Saved data entries
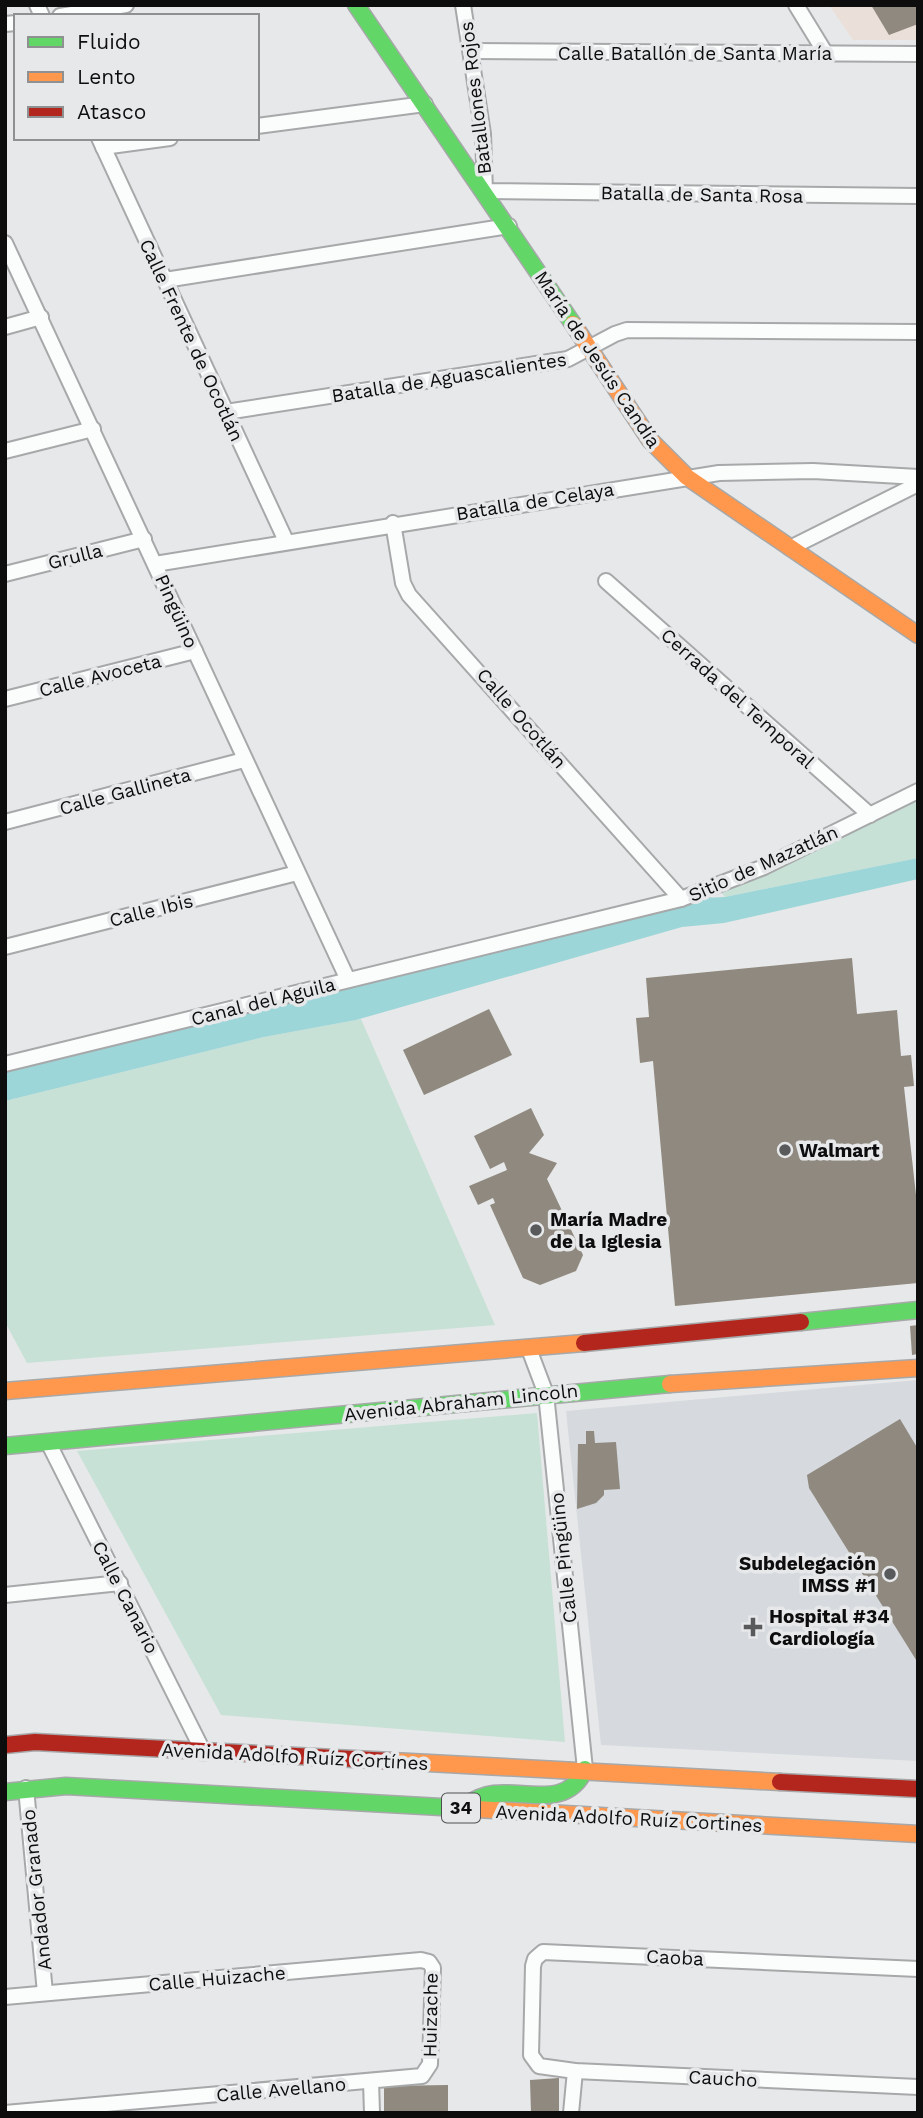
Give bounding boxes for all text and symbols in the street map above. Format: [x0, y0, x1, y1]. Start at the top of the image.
legend [14, 14, 259, 140]
street label: Batallones Rojos [455, 20, 496, 176]
text: Fluido [77, 29, 141, 54]
street label: Calle Batallón de Santa María [558, 42, 833, 65]
text: Lento [77, 64, 136, 89]
text: Atasco [77, 99, 146, 124]
street label: Batalla de Santa Rosa [600, 181, 804, 208]
street label: Calle Frente de Ocotlán [134, 235, 249, 445]
street label: María de Jesús Candía [530, 266, 666, 452]
street label: Batalla de Aguascalientes [330, 348, 568, 407]
street label: Batalla de Celaya [454, 478, 616, 525]
street label: Grulla [45, 539, 105, 574]
street label: Pingüino [150, 571, 203, 652]
street label: Cerrada del Temporal [656, 623, 819, 773]
street label: Calle Avoceta [37, 649, 164, 702]
street label: Calle Ocotlán [472, 664, 571, 773]
street label: Calle Gallineta [57, 763, 194, 820]
street label: Sitio de Mazatlán [685, 820, 841, 907]
street label: Calle Ibis [107, 889, 195, 932]
street label: Canal del Aguila [189, 972, 338, 1031]
place label: Walmart [799, 1139, 880, 1162]
marker: Walmart [777, 1142, 793, 1158]
place label: María Madre de la Iglesia [550, 1208, 667, 1253]
marker: María Madre de la Iglesia [528, 1222, 544, 1238]
street label: Avenida Abraham Lincoln [343, 1379, 579, 1426]
street label: Calle Pingüino [545, 1491, 582, 1624]
street label: Calle Canario [87, 1537, 164, 1657]
place label: Subdelegación IMSS #1 [739, 1552, 876, 1597]
marker: Subdelegación IMSS #1 [882, 1566, 898, 1582]
place label: Hospital #34 Cardiología [769, 1605, 889, 1650]
marker: Hospital #34 Cardiología [743, 1617, 763, 1637]
street label: Avenida Adolfo Ruíz Cortínes [161, 1738, 429, 1775]
road number: 34 [442, 1794, 480, 1822]
street label: Avenida Adolfo Ruíz Cortines [495, 1800, 763, 1837]
street label: Andador Granado [17, 1808, 56, 1972]
street label: Caoba [645, 1945, 705, 1971]
street label: Calle Huizache [147, 1961, 287, 1996]
street label: Huizache [418, 1972, 443, 2058]
street label: Caucho [688, 2065, 758, 2092]
street label: Calle Avellano [215, 2072, 347, 2107]

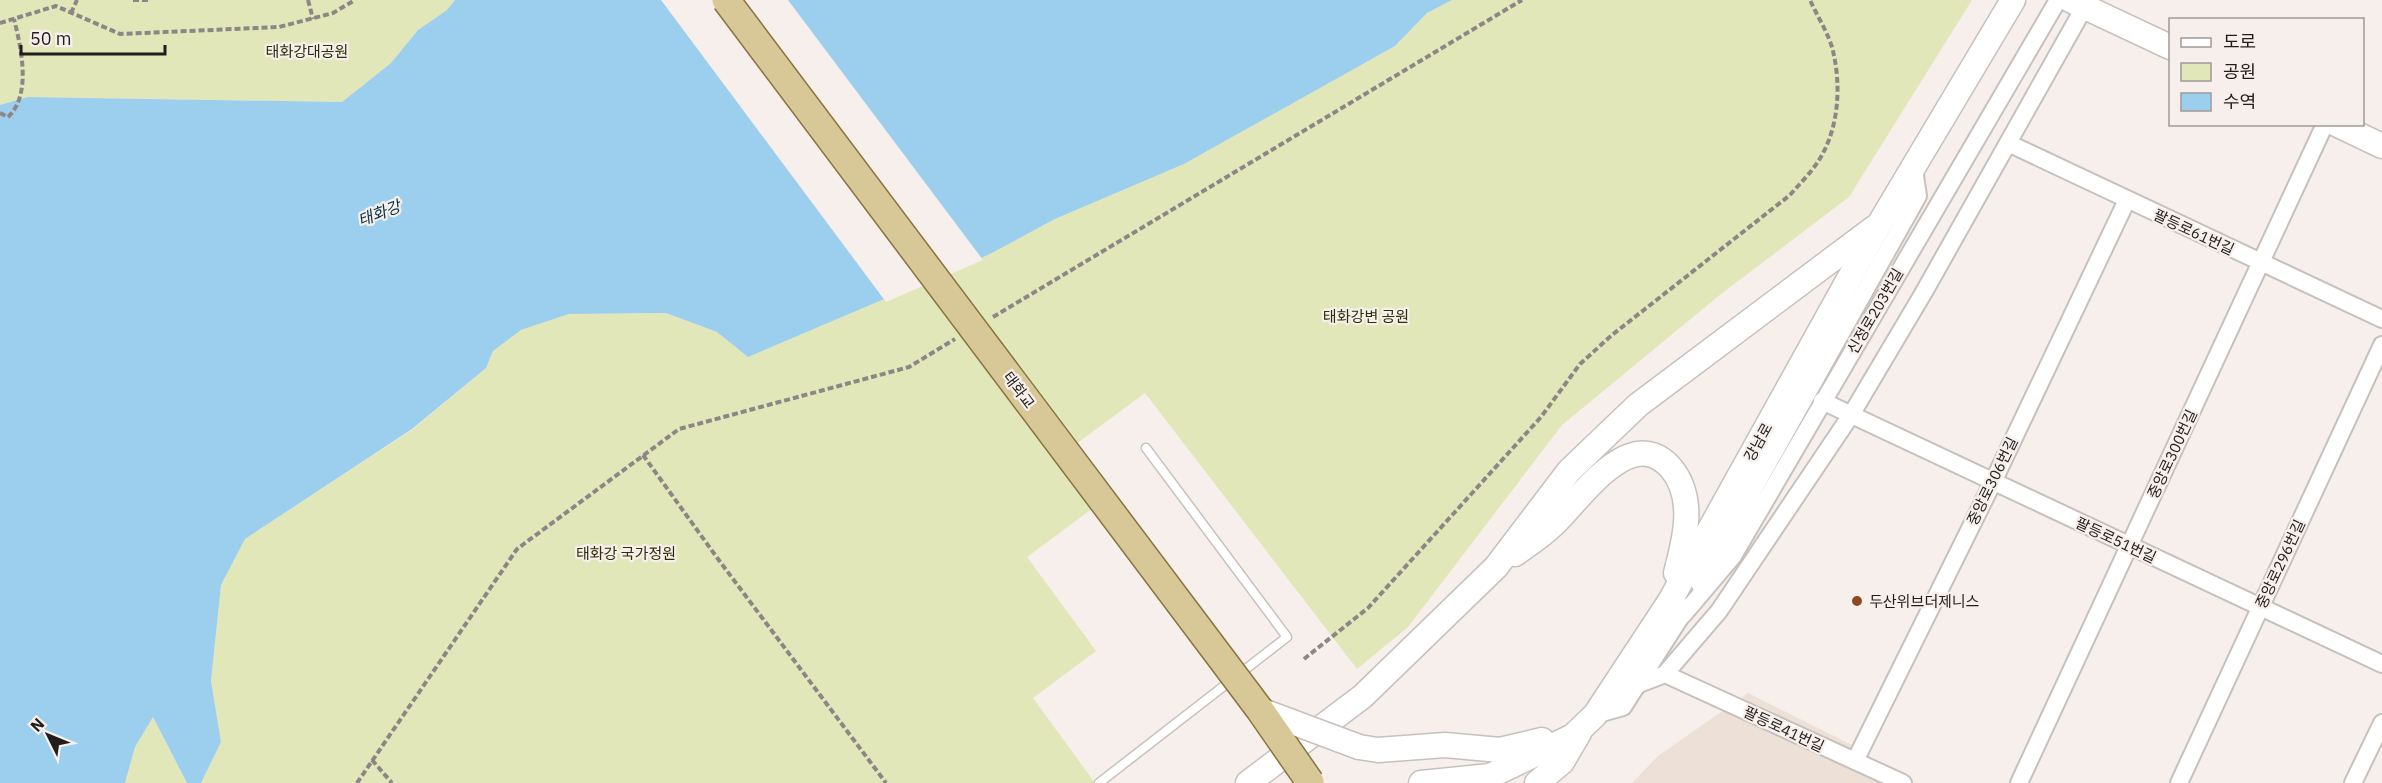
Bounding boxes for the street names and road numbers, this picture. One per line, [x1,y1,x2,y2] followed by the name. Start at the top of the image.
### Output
[2151,205,2237,259] street label: 팔등로61번길
[1843,265,1907,357] street label: 신정로203번길
[999,368,1039,412] street label: 태화교
[2143,406,2201,502] street label: 중앙로300번길
[1740,419,1776,465] street label: 강남로
[1962,434,2022,528] street label: 중앙로306번길
[2073,513,2159,567] street label: 팔등로51번길
[2251,516,2309,612] street label: 중앙로296번길
[1741,702,1827,756] street label: 팔등로41번길

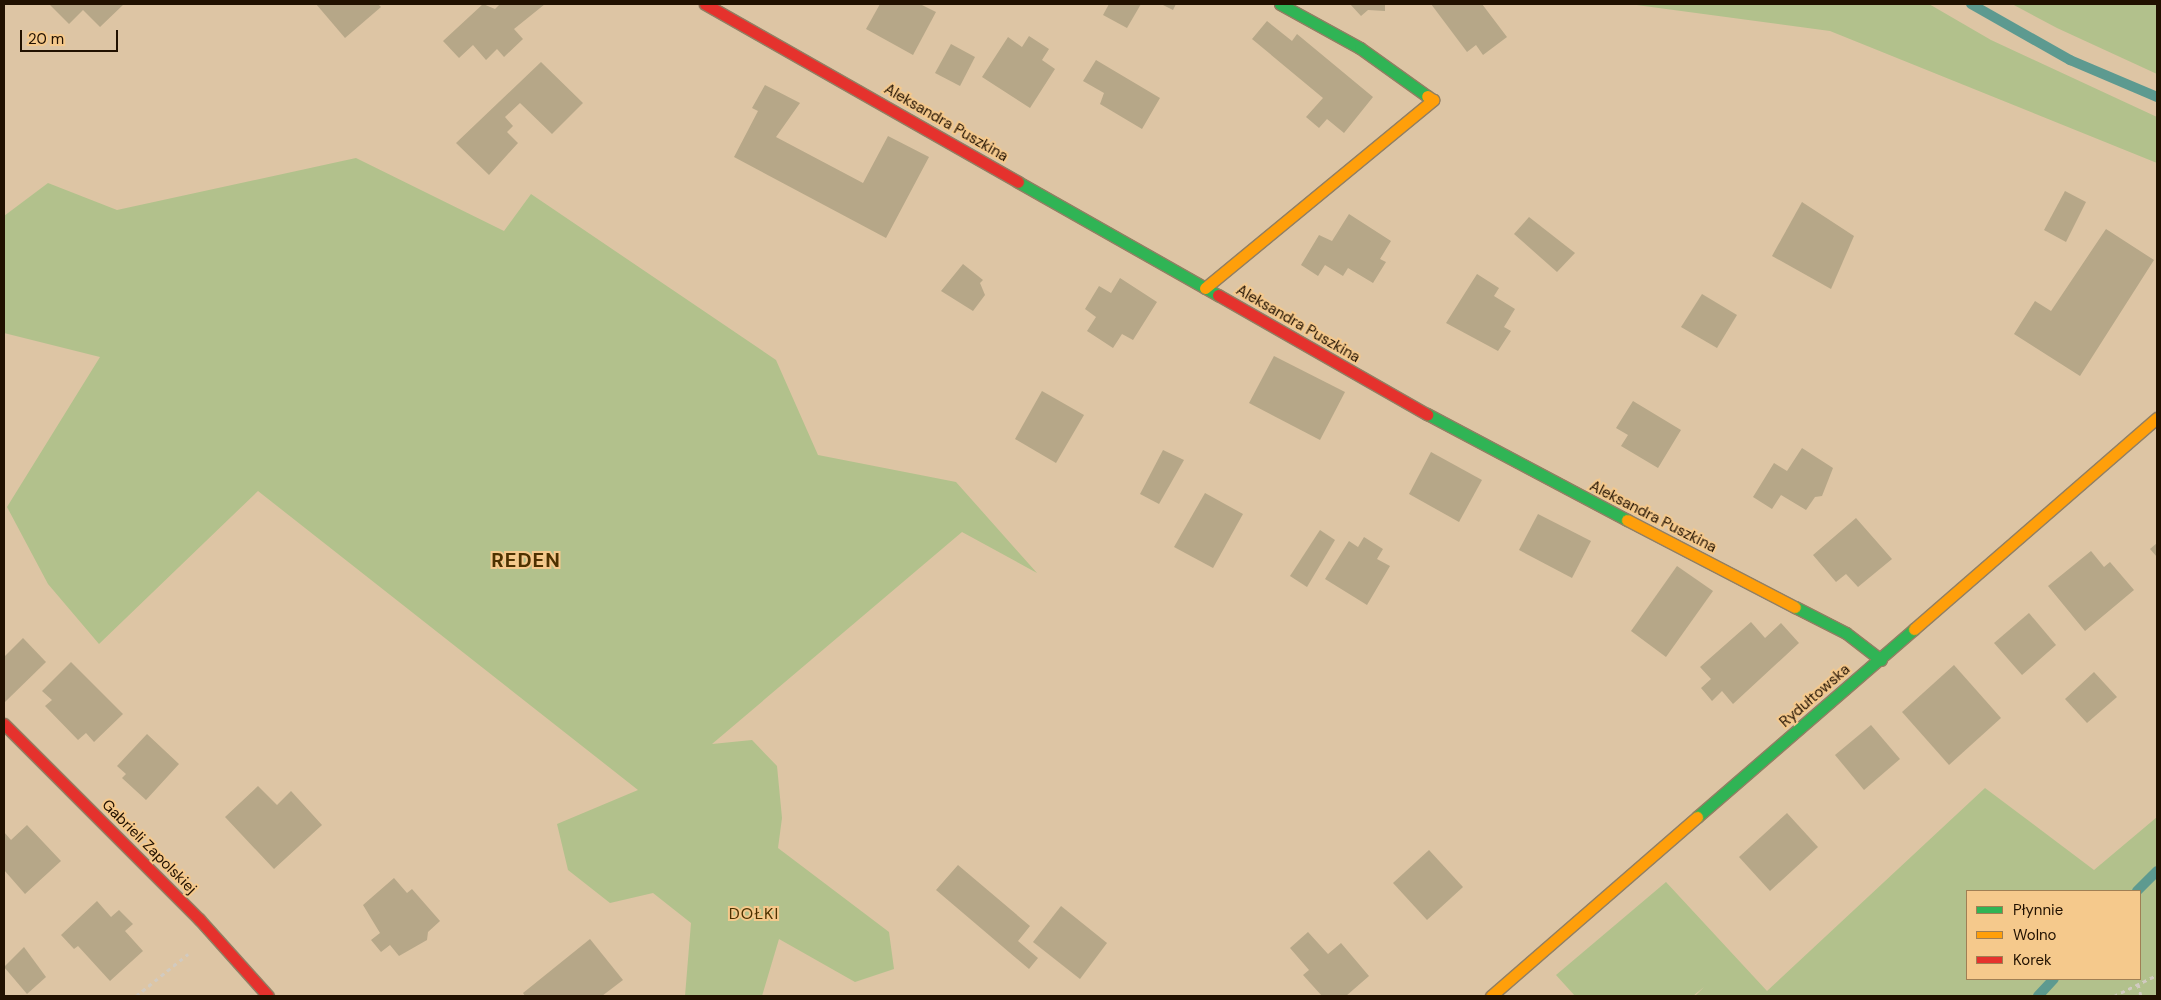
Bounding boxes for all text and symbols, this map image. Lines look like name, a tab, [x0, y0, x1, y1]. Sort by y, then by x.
scale bar	[22, 20, 120, 52]
text: 20 m	[28, 29, 64, 49]
street label: Aleksandra Puszkina	[881, 80, 1011, 166]
street label: Aleksandra Puszkina	[1233, 281, 1363, 367]
street label: Aleksandra Puszkina	[1587, 477, 1719, 557]
district label: REDEN	[491, 548, 561, 572]
street label: Rydułtowska	[1776, 661, 1854, 731]
street label: Gabrieli Zapolskiej	[98, 796, 200, 898]
legend	[1966, 890, 2141, 980]
text: Płynnie	[2013, 900, 2063, 920]
district label: DOŁKI	[728, 904, 780, 924]
text: Wolno	[2013, 925, 2057, 945]
text: Korek	[2013, 950, 2052, 970]

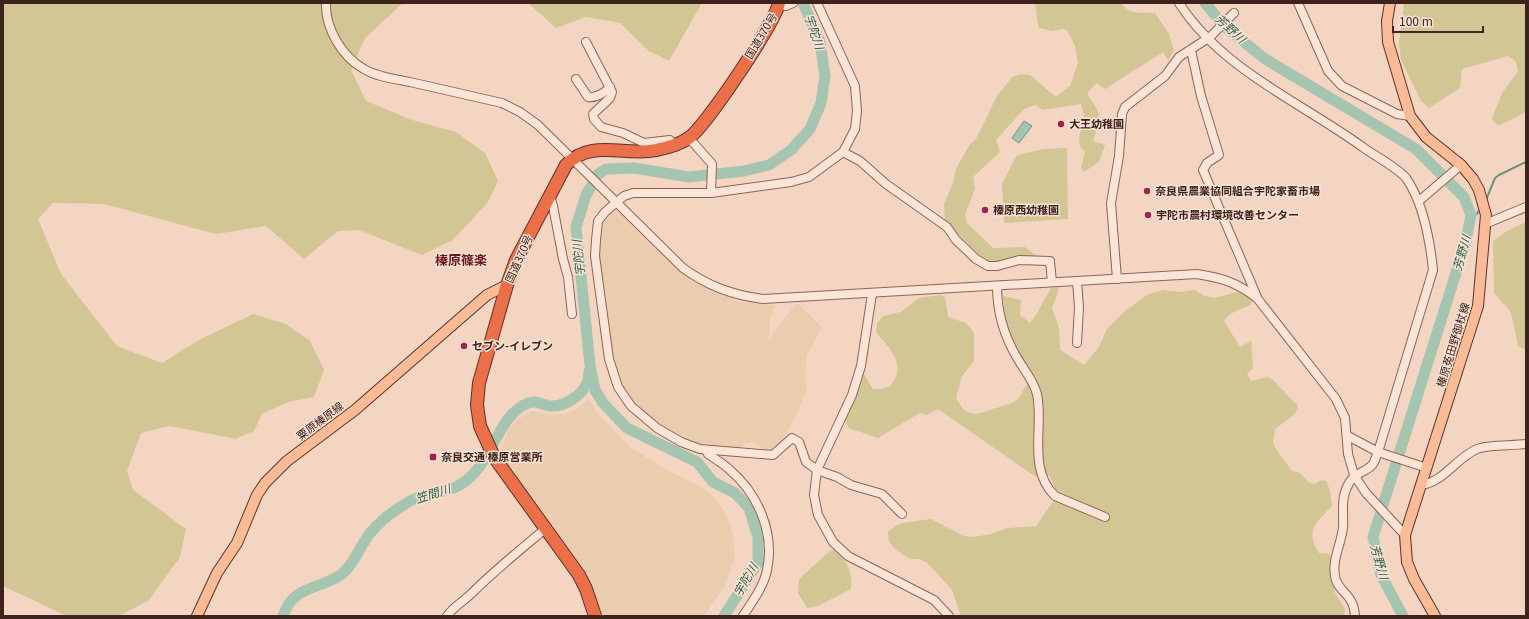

§ **Exercise**
Leave out the pictures and copy every record above exactly.

§ **Exercise response**
Give bounding boxes for all text and symbols in the street map above. Format: [x0, y0, x1, y1]. Start at the top of the image.
legend [14, 14, 259, 140]
street label: Batallones Rojos [455, 20, 496, 176]
text: Fluido [77, 29, 141, 54]
street label: Calle Batallón de Santa María [558, 42, 833, 65]
text: Lento [77, 64, 136, 89]
text: Atasco [77, 99, 146, 124]
street label: Batalla de Santa Rosa [600, 181, 804, 208]
street label: Calle Frente de Ocotlán [134, 235, 249, 445]
street label: María de Jesús Candía [530, 266, 666, 452]
street label: Batalla de Aguascalientes [330, 348, 568, 407]
street label: Batalla de Celaya [454, 478, 616, 525]
street label: Grulla [45, 539, 105, 574]
street label: Pingüino [150, 571, 203, 652]
street label: Cerrada del Temporal [656, 623, 819, 773]
street label: Calle Avoceta [37, 649, 164, 702]
street label: Calle Ocotlán [472, 664, 571, 773]
street label: Calle Gallineta [57, 763, 194, 820]
street label: Sitio de Mazatlán [685, 820, 841, 907]
street label: Calle Ibis [107, 889, 195, 932]
street label: Canal del Aguila [189, 972, 338, 1031]
place label: Walmart [799, 1139, 880, 1162]
marker: Walmart [777, 1142, 793, 1158]
place label: María Madre de la Iglesia [550, 1208, 667, 1253]
marker: María Madre de la Iglesia [528, 1222, 544, 1238]
street label: Avenida Abraham Lincoln [343, 1379, 579, 1426]
street label: Calle Pingüino [545, 1491, 582, 1624]
street label: Calle Canario [87, 1537, 164, 1657]
place label: Subdelegación IMSS #1 [739, 1552, 876, 1597]
marker: Subdelegación IMSS #1 [882, 1566, 898, 1582]
place label: Hospital #34 Cardiología [769, 1605, 889, 1650]
marker: Hospital #34 Cardiología [743, 1617, 763, 1637]
street label: Avenida Adolfo Ruíz Cortínes [161, 1738, 429, 1775]
road number: 34 [442, 1794, 480, 1822]
street label: Avenida Adolfo Ruíz Cortines [495, 1800, 763, 1837]
street label: Andador Granado [17, 1808, 56, 1972]
street label: Caoba [645, 1945, 705, 1971]
street label: Calle Huizache [147, 1961, 287, 1996]
street label: Huizache [418, 1972, 443, 2058]
street label: Caucho [688, 2065, 758, 2092]
street label: Calle Avellano [215, 2072, 347, 2107]

Bounding boxes for the street names and road numbers, this picture. One per line, [x1,y1,x2,y2] followed by the name. Start at the top of the image.
### Output
[2151,205,2237,259] street label: 팔등로61번길
[1843,265,1907,357] street label: 신정로203번길
[999,368,1039,412] street label: 태화교
[2143,406,2201,502] street label: 중앙로300번길
[1740,419,1776,465] street label: 강남로
[1962,434,2022,528] street label: 중앙로306번길
[2073,513,2159,567] street label: 팔등로51번길
[2251,516,2309,612] street label: 중앙로296번길
[1741,702,1827,756] street label: 팔등로41번길

Bounding boxes for all text and symbols, this map image. Lines look like name, a tab, [x0, y0, x1, y1]. Sort by y, then by x.
scale bar	[22, 20, 120, 52]
text: 20 m	[28, 29, 64, 49]
street label: Aleksandra Puszkina	[881, 80, 1011, 166]
street label: Aleksandra Puszkina	[1233, 281, 1363, 367]
street label: Aleksandra Puszkina	[1587, 477, 1719, 557]
district label: REDEN	[491, 548, 561, 572]
street label: Rydułtowska	[1776, 661, 1854, 731]
street label: Gabrieli Zapolskiej	[98, 796, 200, 898]
legend	[1966, 890, 2141, 980]
text: Płynnie	[2013, 900, 2063, 920]
district label: DOŁKI	[728, 904, 780, 924]
text: Wolno	[2013, 925, 2057, 945]
text: Korek	[2013, 950, 2052, 970]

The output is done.